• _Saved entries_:
◇ ◇ ◇ ◇

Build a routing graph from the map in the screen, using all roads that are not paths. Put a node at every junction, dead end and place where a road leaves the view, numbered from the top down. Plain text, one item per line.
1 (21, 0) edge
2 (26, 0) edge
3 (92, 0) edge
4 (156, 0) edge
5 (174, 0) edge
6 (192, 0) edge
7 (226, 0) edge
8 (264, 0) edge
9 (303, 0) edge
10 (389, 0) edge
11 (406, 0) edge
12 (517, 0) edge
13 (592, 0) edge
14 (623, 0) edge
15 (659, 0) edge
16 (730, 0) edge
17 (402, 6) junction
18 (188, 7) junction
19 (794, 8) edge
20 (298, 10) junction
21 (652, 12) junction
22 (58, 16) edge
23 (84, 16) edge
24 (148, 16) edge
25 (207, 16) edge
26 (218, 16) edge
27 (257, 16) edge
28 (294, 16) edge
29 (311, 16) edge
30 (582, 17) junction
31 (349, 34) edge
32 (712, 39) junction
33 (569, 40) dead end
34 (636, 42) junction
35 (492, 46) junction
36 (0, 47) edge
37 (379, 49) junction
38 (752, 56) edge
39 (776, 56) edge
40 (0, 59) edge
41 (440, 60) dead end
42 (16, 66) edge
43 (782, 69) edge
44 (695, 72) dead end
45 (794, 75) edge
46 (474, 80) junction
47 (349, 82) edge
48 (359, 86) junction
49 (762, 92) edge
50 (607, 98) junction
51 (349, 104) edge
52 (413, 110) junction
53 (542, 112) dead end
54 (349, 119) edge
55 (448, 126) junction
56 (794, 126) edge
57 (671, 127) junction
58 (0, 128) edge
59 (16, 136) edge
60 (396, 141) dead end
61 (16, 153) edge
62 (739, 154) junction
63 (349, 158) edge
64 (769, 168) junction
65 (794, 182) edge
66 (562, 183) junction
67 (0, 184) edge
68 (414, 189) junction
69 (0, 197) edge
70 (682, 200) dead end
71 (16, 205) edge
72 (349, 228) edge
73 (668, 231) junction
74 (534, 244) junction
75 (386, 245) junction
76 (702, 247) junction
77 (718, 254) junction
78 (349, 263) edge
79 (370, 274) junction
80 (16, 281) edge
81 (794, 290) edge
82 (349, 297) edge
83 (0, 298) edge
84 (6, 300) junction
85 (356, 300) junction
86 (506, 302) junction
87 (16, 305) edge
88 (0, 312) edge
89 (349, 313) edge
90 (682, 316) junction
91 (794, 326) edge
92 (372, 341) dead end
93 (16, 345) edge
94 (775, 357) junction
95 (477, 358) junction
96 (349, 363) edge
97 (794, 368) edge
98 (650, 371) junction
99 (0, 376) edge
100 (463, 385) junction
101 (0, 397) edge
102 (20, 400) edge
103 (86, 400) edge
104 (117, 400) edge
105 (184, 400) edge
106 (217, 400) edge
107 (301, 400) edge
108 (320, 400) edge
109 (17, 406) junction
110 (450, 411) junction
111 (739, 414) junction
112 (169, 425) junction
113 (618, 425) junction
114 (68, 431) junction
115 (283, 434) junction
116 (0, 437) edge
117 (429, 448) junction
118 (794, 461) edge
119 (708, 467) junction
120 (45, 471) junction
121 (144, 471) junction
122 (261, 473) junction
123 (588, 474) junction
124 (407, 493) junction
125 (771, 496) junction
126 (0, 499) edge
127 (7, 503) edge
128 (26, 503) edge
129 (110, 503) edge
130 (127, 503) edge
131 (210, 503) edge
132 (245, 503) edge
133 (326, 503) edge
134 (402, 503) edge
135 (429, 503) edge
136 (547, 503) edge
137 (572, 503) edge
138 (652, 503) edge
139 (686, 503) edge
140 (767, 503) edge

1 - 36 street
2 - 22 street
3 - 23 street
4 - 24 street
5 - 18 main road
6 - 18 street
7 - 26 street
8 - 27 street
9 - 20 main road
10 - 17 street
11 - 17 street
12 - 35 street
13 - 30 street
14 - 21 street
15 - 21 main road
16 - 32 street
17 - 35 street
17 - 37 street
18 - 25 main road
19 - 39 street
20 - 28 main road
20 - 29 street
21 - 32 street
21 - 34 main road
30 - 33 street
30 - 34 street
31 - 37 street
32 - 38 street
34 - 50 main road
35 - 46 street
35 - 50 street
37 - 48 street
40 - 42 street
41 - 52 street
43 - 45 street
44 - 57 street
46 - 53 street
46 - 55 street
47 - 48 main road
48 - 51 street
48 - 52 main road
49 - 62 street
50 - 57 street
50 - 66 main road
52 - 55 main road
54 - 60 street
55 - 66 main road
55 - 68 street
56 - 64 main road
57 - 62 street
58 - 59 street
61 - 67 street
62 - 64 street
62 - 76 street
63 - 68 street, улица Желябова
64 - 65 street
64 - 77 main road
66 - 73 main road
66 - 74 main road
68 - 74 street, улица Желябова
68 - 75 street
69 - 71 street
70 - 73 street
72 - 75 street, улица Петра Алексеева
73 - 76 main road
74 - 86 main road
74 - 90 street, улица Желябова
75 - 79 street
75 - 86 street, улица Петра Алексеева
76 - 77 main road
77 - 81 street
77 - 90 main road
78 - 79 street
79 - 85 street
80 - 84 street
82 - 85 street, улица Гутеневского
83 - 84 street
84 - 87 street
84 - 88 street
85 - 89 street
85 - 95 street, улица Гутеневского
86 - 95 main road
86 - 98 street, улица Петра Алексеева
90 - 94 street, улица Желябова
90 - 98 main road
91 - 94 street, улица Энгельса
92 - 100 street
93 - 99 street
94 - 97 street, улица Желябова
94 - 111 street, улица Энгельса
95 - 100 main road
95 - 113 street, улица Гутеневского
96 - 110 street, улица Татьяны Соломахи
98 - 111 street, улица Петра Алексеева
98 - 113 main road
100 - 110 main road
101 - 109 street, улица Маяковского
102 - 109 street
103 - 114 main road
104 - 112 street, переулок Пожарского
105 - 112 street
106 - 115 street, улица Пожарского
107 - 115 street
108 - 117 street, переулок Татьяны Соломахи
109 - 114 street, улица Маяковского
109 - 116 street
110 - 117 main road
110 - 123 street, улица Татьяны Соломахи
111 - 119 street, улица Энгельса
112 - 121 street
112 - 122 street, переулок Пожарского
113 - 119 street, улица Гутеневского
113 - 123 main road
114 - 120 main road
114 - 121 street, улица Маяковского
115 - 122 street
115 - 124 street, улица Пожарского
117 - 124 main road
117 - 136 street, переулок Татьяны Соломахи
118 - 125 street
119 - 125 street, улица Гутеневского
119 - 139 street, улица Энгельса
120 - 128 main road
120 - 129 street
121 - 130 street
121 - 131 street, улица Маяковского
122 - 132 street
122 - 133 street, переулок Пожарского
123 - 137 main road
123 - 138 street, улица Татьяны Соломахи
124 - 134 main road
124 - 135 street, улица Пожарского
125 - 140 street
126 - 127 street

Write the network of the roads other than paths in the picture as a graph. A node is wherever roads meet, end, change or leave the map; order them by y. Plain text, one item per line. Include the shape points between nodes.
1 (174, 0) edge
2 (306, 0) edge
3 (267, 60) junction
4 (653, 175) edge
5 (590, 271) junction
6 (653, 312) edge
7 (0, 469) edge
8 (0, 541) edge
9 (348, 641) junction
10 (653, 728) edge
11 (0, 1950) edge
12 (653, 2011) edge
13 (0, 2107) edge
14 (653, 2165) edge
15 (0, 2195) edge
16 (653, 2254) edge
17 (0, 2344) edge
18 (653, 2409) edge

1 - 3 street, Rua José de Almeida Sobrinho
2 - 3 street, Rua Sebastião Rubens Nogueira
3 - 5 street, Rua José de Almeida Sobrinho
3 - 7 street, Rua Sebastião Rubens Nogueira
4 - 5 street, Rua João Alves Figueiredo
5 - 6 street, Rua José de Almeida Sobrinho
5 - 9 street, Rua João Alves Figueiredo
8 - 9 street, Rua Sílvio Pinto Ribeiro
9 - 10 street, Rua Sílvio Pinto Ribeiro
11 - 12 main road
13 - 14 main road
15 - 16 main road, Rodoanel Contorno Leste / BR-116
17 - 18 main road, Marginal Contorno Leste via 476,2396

◇ ◇ ◇ ◇

In the records above, how many lines hold "item"? Only the number is wanted.

• _RESULT_: 2